No hay duda. La ciencia altera el orden de lo real: lo restaura y lo repone con sus fisuras rellenas de afecciones y con el negativo de esas mismas afecciones, pigmentado de bacterias. Los microbios de Diego proliferan y representan de alguna manera el papel de mascotas abstractas. Pero a diferencia de las mascotas, los microbios no son dóciles, traicionan, degluten la libertad. Entonces el cuerpo escribe, se auto infecta porque prefiere mantener una existencia enferma a reconstruir un cuerpo puro y gramatical. Como el escritor de El hombre de los sesos, Evaristo Robustiano Torres, que por un accidente y por la impericia de la medicina, delata escandalosamente la verdadera condición de todo escritor: un carnicero traspapelado que manipula metáforas de la abundancia.

Conviene entonces la literatura que enferma a cualquier enfermedad social. En pos de la literatura tóxica, Diego insemina en sus personajes variantes del mismo bacilo. El universo ha infectado al hombre y el hombre ha infectado la naturaleza, nos repite. El microbio no es Uno, es el hombre entero, incluido Dios. La lengua, graduada como si hubiera sido extraída en bloque de un diccionario de usos y costumbres científico literario inexistente, puede dar cuenta de la desintegración porque hace pie en cuerpos que escriben a un lado de las ruinas. Estas ruinas no son, como en la ciencia ficción, restos de ciudades, sino jaurías de órganos que gobiernan el mundo y hasta murmuran a través de los fenómenos de la naturaleza, como en el cuento titulado La dama de las flores.

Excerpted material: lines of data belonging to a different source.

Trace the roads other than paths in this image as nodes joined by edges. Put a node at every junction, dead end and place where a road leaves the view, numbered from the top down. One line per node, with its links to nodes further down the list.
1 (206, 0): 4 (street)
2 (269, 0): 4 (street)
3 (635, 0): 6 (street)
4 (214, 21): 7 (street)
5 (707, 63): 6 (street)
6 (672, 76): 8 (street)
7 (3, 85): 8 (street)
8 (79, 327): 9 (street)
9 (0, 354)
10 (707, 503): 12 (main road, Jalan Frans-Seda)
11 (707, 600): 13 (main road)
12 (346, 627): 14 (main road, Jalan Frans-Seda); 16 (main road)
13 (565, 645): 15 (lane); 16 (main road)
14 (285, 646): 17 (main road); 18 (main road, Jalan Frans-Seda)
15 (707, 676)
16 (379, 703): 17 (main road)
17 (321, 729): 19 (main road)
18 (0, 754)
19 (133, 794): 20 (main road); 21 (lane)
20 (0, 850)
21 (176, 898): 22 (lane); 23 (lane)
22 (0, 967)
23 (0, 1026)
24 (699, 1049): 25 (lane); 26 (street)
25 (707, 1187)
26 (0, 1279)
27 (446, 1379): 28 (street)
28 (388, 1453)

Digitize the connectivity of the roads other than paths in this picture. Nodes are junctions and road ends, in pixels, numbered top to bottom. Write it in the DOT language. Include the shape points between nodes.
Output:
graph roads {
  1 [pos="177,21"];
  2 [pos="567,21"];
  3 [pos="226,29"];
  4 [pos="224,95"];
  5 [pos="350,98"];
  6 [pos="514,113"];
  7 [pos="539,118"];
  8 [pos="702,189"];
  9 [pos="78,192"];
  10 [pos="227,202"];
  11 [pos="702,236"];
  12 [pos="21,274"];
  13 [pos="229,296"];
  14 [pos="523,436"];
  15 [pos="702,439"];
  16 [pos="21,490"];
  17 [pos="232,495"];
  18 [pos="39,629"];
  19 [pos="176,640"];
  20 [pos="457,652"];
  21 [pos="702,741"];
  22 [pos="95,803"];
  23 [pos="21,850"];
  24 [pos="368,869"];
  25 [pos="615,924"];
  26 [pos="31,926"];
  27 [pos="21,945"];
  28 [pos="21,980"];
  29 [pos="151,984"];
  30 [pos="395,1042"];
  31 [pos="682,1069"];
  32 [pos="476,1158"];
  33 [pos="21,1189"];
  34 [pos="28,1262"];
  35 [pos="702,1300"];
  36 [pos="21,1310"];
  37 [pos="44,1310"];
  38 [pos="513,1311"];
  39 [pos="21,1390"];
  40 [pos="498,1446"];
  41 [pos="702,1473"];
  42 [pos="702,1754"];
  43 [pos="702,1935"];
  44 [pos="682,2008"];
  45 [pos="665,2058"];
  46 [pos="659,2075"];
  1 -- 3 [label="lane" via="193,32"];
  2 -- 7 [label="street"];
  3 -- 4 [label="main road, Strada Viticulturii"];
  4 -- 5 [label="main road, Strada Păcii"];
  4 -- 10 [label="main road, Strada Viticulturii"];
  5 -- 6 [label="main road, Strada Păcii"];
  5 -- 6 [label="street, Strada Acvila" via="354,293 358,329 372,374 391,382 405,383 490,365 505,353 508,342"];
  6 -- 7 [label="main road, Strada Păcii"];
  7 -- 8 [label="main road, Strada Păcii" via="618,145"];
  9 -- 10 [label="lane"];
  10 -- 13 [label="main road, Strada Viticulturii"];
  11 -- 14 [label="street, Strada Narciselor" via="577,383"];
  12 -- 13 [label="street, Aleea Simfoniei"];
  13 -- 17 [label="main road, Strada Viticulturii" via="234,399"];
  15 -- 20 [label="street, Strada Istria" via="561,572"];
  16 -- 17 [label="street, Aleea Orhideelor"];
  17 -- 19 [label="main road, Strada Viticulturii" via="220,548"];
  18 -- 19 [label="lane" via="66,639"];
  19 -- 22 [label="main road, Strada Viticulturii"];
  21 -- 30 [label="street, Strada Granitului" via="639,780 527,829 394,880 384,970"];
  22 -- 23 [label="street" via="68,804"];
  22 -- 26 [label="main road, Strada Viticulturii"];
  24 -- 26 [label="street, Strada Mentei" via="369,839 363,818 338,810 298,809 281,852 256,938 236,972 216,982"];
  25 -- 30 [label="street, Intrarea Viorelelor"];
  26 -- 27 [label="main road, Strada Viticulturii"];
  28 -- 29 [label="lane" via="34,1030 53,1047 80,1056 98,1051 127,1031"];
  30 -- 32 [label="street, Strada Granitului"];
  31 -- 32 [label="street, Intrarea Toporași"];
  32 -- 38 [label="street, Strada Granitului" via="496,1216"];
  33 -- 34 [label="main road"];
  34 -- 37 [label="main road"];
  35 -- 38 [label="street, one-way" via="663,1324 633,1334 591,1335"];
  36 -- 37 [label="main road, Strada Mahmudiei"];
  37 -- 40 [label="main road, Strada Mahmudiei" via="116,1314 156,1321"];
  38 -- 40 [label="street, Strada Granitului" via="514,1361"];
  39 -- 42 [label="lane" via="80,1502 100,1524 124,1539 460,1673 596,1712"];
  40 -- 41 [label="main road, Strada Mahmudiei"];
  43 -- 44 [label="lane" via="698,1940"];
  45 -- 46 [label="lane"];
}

Sin la precisión científica infiltrada en el texto, sería imposible una ficción monstruosa y medulosa como la de mi relato preferido, La dama de las focas. Acá dos siamesas, Irina y Marina, mujeres complementarias, mancomunadas y a la vez enfrentadas por la función orgánica que comparten, dan a luz su propio microbio. El microbio también puede ser un defecto de la pasión.

En definitiva, este es el vía crucis que atraviesan los personajes de esta colección excepcional de relatos. ¿Cómo callar los órganos ¿Cómo detener su autoridad en nuestra vida Hay una comicidad implícita en la voz del narrador, en su distancia, que resulta muy consecuente al momento de hacer foco en las afecciones. La enfermedad agiganta el cuerpo y enflaquece al sujeto. En La niña de los huesos se ilustra esta paradoja elegante: mientras el cuerpo se alimenta, el sujeto pierde peso. El que se va retirando es el narrador y por eso la niña, Kathy, cada vez más descarnada y crocante, termina desapareciendo. Esa manera de retirarse del narrador a medida que avanza el mal, es común a casi todos los cuentos, y es también una ruptura maravillosa en la clave del verosímil.

En definitiva, la desintegración del cosmos posibilita la ficción predilecta de Vecchio, esa que se aloja en el interior del organismo, esa que celebramos. Toda enfermedad privada, es decir, todo relato, se inventa en el organismo, usurpa el cuerpo o la vida, y se extirpa y se contagia, como hoy, felizmente en un libro.